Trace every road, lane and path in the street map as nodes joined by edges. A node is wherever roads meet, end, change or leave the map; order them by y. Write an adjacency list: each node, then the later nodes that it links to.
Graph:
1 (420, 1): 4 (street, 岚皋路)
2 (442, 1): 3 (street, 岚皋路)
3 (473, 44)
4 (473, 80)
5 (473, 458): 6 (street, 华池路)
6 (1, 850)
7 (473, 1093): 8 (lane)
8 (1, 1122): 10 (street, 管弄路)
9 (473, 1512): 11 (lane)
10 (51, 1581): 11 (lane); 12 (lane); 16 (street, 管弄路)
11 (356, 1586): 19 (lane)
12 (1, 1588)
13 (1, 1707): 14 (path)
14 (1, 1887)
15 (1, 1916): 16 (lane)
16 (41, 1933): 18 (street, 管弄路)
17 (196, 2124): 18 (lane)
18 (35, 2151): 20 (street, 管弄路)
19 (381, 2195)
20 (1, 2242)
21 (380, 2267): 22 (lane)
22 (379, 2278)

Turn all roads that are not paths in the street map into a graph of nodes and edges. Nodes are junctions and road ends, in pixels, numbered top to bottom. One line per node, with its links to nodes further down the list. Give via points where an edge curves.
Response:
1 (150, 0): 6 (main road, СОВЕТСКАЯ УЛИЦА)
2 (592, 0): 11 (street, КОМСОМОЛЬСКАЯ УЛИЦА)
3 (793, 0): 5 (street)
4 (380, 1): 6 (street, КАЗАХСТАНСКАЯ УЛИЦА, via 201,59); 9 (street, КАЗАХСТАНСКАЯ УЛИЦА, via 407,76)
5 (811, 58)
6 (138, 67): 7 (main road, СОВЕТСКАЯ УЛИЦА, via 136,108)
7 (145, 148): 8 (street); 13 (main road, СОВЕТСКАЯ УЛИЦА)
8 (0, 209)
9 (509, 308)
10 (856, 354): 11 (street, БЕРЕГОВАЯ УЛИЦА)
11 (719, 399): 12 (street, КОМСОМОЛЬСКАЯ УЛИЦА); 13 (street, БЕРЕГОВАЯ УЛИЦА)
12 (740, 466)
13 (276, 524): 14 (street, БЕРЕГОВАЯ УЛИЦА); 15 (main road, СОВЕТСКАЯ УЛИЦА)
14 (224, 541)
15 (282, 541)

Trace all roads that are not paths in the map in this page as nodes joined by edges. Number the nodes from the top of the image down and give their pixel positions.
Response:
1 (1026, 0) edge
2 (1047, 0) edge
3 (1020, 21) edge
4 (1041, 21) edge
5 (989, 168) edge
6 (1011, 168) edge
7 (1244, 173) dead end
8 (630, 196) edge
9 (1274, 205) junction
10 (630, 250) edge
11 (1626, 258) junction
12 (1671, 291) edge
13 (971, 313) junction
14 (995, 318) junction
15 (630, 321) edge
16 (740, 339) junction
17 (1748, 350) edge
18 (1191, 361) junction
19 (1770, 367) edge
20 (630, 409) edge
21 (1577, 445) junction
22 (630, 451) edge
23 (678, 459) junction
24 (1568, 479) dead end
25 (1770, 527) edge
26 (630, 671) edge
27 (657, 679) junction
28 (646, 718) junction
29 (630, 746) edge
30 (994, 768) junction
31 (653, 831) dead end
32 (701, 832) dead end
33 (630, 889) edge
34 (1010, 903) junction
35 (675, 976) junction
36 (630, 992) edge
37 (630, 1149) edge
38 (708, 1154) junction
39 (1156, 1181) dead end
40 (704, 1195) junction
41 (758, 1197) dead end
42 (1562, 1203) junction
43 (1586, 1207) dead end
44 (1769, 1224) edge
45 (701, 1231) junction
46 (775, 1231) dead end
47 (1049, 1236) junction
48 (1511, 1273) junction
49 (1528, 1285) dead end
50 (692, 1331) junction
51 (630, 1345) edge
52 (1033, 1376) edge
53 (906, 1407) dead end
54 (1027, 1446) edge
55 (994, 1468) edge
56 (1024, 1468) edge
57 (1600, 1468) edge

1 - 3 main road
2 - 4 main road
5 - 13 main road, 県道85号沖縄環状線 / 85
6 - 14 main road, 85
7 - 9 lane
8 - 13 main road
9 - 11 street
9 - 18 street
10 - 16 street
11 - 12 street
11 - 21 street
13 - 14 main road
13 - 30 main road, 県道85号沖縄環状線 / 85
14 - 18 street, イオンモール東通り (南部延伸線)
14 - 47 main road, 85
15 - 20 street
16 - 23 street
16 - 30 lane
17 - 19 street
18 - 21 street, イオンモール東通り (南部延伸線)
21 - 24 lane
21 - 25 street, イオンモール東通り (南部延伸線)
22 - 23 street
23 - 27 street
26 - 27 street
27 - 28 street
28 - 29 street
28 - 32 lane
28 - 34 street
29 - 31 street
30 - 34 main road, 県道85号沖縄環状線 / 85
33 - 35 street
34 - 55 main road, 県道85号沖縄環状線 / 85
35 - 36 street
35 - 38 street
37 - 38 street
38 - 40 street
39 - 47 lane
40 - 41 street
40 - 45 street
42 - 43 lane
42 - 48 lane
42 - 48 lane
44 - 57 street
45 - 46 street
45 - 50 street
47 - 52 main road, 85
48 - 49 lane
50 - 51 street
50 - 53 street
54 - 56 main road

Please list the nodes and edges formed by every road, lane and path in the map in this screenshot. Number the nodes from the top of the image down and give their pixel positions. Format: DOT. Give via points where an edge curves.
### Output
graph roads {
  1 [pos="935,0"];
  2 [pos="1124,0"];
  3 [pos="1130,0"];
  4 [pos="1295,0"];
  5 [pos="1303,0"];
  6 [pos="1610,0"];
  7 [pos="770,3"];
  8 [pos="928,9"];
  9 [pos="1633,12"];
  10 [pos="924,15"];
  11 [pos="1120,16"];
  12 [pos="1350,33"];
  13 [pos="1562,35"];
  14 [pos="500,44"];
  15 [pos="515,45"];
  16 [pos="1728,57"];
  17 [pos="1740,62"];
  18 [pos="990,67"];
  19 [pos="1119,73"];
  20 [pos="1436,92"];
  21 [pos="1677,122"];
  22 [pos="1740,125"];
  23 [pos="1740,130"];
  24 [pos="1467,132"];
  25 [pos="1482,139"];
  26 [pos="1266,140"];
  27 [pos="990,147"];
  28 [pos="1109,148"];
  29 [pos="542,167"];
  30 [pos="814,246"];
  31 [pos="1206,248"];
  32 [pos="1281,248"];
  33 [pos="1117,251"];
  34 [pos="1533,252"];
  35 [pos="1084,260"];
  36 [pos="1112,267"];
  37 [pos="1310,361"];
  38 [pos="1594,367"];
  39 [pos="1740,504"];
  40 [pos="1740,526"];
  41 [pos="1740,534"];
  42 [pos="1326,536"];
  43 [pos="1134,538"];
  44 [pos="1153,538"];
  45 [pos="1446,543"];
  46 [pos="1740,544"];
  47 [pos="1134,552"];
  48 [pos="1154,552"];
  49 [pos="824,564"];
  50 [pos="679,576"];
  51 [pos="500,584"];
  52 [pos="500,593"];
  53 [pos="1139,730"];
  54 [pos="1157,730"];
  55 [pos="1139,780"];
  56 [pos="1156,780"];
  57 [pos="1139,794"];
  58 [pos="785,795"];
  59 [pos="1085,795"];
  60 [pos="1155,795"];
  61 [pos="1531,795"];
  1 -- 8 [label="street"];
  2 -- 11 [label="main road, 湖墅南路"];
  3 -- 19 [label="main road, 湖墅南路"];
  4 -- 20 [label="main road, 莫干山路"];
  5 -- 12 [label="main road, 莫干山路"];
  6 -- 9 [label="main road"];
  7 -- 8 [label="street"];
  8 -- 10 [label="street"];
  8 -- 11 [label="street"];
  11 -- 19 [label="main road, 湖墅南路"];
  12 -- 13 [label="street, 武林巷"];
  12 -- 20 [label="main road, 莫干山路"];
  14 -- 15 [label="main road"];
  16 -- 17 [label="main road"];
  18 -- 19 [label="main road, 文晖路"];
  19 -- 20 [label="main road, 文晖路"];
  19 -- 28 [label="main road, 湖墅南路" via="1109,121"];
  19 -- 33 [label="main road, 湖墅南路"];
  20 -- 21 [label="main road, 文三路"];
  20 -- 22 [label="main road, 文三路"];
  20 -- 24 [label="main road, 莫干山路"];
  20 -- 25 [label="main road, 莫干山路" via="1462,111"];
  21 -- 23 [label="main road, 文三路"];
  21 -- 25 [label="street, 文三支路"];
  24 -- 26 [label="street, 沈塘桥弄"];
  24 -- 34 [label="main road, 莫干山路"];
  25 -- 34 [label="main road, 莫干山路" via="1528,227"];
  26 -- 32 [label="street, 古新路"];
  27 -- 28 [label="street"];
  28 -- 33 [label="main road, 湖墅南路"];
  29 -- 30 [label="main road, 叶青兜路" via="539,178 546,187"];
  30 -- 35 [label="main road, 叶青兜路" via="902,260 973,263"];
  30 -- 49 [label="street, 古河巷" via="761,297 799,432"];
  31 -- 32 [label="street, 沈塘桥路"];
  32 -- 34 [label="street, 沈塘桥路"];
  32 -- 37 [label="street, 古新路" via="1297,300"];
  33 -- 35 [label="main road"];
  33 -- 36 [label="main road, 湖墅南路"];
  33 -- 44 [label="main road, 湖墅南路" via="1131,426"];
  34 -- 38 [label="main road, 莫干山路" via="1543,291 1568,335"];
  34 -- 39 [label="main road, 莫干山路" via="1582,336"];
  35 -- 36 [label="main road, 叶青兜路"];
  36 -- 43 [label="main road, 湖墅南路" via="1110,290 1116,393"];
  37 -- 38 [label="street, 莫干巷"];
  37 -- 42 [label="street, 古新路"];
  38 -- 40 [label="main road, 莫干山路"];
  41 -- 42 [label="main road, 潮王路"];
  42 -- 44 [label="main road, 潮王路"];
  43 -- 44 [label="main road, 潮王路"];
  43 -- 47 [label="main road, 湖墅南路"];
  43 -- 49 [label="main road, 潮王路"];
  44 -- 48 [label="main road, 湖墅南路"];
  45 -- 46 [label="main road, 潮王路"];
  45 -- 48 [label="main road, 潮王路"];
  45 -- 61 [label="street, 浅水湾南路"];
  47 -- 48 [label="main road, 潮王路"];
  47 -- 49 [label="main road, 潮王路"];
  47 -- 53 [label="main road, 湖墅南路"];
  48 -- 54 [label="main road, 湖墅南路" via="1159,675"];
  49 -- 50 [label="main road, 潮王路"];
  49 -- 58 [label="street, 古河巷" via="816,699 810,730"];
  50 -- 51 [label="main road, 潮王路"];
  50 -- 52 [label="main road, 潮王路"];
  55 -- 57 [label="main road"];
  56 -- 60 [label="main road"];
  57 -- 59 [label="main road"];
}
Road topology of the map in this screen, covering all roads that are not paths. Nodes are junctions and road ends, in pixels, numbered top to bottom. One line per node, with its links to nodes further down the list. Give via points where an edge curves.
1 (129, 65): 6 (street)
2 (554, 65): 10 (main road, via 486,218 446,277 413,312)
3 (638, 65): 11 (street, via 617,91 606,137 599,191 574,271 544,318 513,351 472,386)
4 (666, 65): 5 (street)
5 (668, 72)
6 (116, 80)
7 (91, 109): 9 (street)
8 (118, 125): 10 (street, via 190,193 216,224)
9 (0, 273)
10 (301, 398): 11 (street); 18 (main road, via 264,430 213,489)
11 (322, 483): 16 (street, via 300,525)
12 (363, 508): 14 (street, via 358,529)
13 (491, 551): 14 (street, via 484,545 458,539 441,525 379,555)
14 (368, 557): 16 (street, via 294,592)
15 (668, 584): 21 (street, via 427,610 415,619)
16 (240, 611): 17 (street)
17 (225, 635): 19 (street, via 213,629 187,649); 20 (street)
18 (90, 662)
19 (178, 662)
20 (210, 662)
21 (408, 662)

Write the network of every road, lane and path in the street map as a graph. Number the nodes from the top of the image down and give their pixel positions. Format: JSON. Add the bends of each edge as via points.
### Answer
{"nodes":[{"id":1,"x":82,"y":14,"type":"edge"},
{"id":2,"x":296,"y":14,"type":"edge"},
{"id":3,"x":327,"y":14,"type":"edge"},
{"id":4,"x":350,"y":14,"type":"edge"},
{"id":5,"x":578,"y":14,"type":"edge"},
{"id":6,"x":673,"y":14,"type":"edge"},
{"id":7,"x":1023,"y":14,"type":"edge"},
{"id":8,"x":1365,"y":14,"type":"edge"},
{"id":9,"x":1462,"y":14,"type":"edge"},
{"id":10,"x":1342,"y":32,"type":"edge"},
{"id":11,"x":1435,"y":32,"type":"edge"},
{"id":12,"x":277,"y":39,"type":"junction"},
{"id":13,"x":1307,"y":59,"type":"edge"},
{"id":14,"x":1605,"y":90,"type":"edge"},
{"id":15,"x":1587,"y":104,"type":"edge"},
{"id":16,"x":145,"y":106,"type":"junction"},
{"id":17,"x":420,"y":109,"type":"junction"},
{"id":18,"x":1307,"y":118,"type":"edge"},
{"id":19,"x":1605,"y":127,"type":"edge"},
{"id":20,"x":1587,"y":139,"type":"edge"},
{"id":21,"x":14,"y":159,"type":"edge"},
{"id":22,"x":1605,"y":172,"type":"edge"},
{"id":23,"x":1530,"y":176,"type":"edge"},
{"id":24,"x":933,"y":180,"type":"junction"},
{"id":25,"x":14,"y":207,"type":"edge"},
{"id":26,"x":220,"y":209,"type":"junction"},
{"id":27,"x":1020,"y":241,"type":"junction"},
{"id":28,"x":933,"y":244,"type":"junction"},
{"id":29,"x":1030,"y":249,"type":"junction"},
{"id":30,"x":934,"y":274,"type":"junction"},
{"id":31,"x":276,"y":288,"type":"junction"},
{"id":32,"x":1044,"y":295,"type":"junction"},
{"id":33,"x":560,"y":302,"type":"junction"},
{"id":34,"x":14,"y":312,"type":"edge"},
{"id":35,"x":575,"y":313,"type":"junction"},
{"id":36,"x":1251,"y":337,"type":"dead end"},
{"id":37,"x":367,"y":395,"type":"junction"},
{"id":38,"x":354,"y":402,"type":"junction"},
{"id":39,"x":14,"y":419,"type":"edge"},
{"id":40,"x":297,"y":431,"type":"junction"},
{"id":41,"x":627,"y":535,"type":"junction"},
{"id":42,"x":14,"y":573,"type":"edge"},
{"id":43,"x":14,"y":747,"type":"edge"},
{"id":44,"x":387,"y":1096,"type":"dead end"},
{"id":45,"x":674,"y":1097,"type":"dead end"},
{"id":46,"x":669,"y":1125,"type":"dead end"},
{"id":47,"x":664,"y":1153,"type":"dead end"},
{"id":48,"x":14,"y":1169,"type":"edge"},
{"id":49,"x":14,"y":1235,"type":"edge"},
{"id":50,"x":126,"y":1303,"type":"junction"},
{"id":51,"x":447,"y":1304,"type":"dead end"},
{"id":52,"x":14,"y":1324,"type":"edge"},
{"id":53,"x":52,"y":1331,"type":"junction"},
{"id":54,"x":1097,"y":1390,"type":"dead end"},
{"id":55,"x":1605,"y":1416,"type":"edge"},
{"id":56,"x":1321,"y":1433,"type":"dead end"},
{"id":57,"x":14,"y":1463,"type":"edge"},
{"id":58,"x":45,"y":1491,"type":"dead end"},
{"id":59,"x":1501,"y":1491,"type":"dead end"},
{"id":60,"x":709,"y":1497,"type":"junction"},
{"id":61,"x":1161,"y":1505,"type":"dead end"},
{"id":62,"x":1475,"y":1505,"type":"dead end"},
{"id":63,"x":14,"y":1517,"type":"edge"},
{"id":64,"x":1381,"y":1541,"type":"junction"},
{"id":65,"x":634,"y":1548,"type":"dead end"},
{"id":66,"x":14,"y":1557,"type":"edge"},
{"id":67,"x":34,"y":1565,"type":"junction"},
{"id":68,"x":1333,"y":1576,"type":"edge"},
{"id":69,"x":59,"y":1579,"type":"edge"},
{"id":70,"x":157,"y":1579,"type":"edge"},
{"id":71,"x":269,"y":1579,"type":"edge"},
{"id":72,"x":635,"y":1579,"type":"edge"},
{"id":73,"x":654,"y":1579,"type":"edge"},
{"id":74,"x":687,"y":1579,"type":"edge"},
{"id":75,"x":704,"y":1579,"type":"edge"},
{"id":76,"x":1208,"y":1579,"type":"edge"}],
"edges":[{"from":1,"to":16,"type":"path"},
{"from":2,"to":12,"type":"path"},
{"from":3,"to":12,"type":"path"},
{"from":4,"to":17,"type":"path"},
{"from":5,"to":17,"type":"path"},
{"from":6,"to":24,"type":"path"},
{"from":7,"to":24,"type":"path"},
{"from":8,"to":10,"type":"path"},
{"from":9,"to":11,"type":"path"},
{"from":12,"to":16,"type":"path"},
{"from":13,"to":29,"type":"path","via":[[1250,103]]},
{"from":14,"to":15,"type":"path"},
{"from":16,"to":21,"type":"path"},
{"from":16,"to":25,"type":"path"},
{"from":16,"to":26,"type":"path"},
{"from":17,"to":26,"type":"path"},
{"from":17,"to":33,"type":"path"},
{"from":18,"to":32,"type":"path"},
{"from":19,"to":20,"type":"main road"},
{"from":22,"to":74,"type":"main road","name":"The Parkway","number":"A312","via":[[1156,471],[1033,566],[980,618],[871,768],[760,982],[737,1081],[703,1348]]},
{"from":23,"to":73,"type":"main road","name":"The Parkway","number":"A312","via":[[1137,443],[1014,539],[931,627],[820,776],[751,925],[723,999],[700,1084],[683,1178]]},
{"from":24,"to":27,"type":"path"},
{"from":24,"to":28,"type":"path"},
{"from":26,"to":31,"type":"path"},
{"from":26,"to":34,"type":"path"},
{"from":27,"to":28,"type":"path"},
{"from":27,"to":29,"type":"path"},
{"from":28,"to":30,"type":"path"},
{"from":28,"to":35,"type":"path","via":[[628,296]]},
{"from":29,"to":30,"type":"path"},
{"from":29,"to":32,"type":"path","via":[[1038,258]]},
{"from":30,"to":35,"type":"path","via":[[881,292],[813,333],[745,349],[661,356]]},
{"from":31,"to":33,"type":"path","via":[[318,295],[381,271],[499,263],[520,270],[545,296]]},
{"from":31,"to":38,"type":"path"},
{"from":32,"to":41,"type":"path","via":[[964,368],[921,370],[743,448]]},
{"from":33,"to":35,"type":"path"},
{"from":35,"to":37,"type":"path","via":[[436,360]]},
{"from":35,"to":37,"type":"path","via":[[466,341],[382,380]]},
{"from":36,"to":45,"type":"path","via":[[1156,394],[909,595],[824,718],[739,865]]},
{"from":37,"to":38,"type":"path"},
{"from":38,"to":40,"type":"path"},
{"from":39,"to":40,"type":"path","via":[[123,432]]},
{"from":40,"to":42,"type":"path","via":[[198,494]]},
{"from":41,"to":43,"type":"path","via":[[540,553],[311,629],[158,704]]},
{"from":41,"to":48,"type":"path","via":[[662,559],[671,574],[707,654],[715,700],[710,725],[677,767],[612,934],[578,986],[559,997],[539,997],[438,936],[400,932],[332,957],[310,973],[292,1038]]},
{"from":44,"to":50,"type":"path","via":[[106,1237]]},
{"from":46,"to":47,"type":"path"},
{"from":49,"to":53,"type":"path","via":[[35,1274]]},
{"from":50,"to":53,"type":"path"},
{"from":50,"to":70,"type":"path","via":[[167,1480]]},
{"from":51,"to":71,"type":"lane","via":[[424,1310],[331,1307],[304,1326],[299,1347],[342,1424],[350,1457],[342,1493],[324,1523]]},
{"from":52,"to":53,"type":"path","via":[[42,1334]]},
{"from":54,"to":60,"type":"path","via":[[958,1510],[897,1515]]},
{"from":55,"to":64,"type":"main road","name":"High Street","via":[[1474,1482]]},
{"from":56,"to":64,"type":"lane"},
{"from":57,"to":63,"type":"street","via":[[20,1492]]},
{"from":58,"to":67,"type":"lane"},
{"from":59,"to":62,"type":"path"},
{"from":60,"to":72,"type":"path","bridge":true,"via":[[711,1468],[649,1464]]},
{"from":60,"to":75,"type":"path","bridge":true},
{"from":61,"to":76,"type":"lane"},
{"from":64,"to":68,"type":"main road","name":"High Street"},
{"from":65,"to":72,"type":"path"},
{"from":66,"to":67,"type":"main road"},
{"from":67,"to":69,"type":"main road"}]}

**Exercise details:**
Which lines of the material contain the string "叶青兜路"? List each of them.

**Answer to this task:**
  29 -- 30 [label="main road, 叶青兜路" via="539,178 546,187"];
  30 -- 35 [label="main road, 叶青兜路" via="902,260 973,263"];
  35 -- 36 [label="main road, 叶青兜路"];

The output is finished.